## Data for analysis
= Beginning of Section =

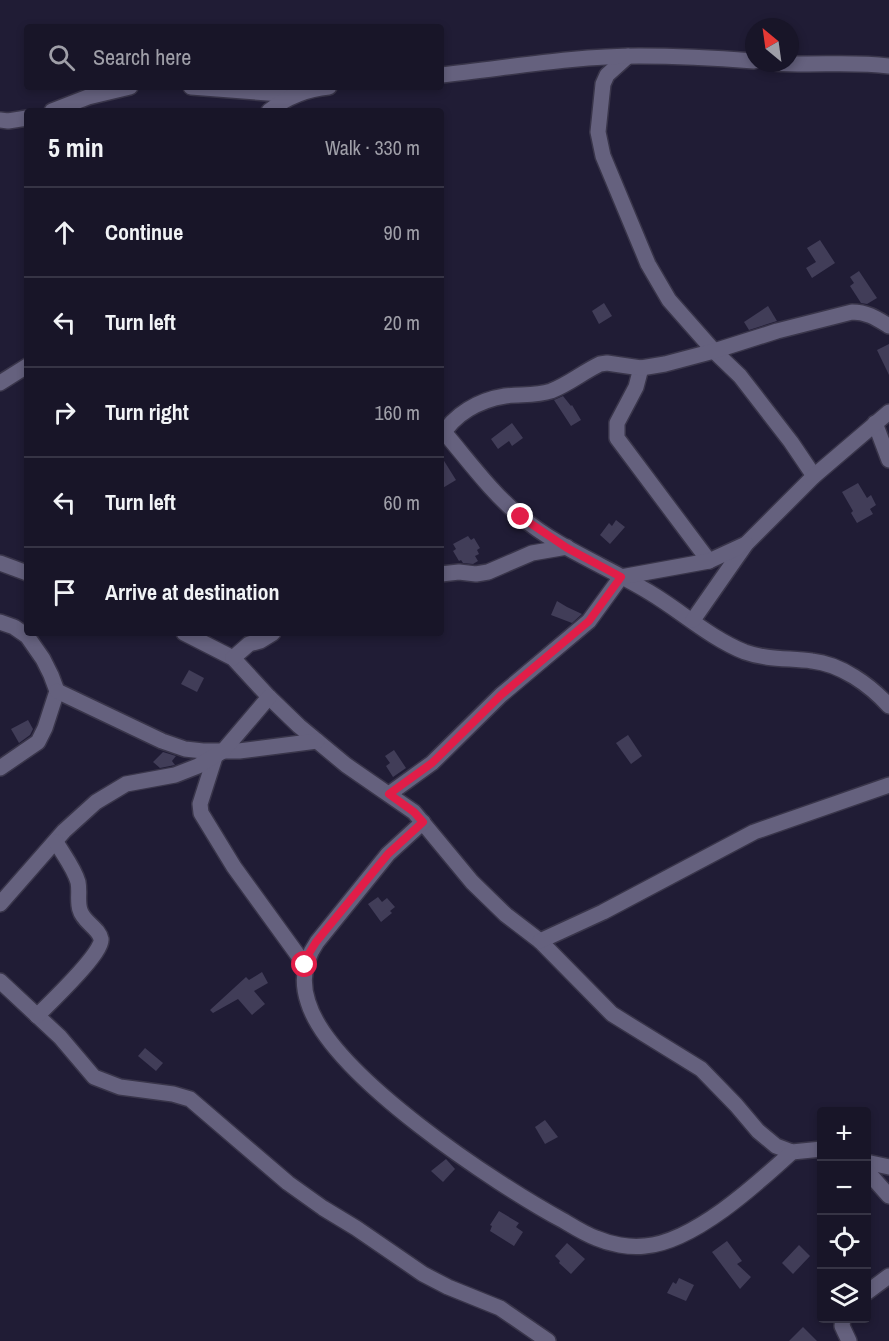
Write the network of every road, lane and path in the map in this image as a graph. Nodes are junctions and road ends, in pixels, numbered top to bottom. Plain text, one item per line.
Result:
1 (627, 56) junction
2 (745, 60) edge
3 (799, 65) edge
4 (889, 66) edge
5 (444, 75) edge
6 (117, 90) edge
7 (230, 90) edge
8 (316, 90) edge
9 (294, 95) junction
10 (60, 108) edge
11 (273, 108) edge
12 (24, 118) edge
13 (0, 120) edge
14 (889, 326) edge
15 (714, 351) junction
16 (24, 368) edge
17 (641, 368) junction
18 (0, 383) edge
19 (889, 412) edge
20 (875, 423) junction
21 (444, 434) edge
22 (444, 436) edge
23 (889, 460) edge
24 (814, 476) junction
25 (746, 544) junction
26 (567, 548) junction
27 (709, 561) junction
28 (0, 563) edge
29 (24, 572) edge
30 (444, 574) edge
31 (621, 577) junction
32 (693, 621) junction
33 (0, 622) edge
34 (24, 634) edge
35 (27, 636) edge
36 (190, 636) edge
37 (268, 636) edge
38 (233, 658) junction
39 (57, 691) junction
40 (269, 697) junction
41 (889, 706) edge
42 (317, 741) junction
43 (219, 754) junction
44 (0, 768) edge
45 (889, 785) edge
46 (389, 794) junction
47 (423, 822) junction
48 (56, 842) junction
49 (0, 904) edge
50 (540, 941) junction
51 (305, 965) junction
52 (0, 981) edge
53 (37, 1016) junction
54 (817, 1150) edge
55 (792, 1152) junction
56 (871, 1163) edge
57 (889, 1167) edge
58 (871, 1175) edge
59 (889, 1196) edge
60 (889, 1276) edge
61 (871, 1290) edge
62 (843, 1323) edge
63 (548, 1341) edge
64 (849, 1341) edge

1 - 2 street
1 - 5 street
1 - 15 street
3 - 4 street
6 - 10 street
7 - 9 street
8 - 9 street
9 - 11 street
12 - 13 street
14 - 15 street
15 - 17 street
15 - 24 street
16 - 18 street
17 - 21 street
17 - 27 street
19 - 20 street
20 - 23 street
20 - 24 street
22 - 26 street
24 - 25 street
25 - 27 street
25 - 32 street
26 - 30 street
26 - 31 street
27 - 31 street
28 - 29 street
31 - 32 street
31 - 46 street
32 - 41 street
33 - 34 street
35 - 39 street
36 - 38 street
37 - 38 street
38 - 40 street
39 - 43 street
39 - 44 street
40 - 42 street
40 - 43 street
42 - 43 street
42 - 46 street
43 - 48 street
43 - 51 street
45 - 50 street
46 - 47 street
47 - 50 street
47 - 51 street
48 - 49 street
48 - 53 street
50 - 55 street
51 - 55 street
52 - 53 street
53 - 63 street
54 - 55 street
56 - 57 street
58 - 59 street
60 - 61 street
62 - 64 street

= End of Section =

Write out each entry exactly, images excluded.

## Reply to the task
Write the network of every road, lane and path in the map in this image as a graph. Nodes are junctions and road ends, in pixels, numbered top to bottom. Plain text, one item per line.
Result:
1 (627, 56) junction
2 (745, 60) edge
3 (799, 65) edge
4 (889, 66) edge
5 (444, 75) edge
6 (117, 90) edge
7 (230, 90) edge
8 (316, 90) edge
9 (294, 95) junction
10 (60, 108) edge
11 (273, 108) edge
12 (24, 118) edge
13 (0, 120) edge
14 (889, 326) edge
15 (714, 351) junction
16 (24, 368) edge
17 (641, 368) junction
18 (0, 383) edge
19 (889, 412) edge
20 (875, 423) junction
21 (444, 434) edge
22 (444, 436) edge
23 (889, 460) edge
24 (814, 476) junction
25 (746, 544) junction
26 (567, 548) junction
27 (709, 561) junction
28 (0, 563) edge
29 (24, 572) edge
30 (444, 574) edge
31 (621, 577) junction
32 (693, 621) junction
33 (0, 622) edge
34 (24, 634) edge
35 (27, 636) edge
36 (190, 636) edge
37 (268, 636) edge
38 (233, 658) junction
39 (57, 691) junction
40 (269, 697) junction
41 (889, 706) edge
42 (317, 741) junction
43 (219, 754) junction
44 (0, 768) edge
45 (889, 785) edge
46 (389, 794) junction
47 (423, 822) junction
48 (56, 842) junction
49 (0, 904) edge
50 (540, 941) junction
51 (305, 965) junction
52 (0, 981) edge
53 (37, 1016) junction
54 (817, 1150) edge
55 (792, 1152) junction
56 (871, 1163) edge
57 (889, 1167) edge
58 (871, 1175) edge
59 (889, 1196) edge
60 (889, 1276) edge
61 (871, 1290) edge
62 (843, 1323) edge
63 (548, 1341) edge
64 (849, 1341) edge

1 - 2 street
1 - 5 street
1 - 15 street
3 - 4 street
6 - 10 street
7 - 9 street
8 - 9 street
9 - 11 street
12 - 13 street
14 - 15 street
15 - 17 street
15 - 24 street
16 - 18 street
17 - 21 street
17 - 27 street
19 - 20 street
20 - 23 street
20 - 24 street
22 - 26 street
24 - 25 street
25 - 27 street
25 - 32 street
26 - 30 street
26 - 31 street
27 - 31 street
28 - 29 street
31 - 32 street
31 - 46 street
32 - 41 street
33 - 34 street
35 - 39 street
36 - 38 street
37 - 38 street
38 - 40 street
39 - 43 street
39 - 44 street
40 - 42 street
40 - 43 street
42 - 43 street
42 - 46 street
43 - 48 street
43 - 51 street
45 - 50 street
46 - 47 street
47 - 50 street
47 - 51 street
48 - 49 street
48 - 53 street
50 - 55 street
51 - 55 street
52 - 53 street
53 - 63 street
54 - 55 street
56 - 57 street
58 - 59 street
60 - 61 street
62 - 64 street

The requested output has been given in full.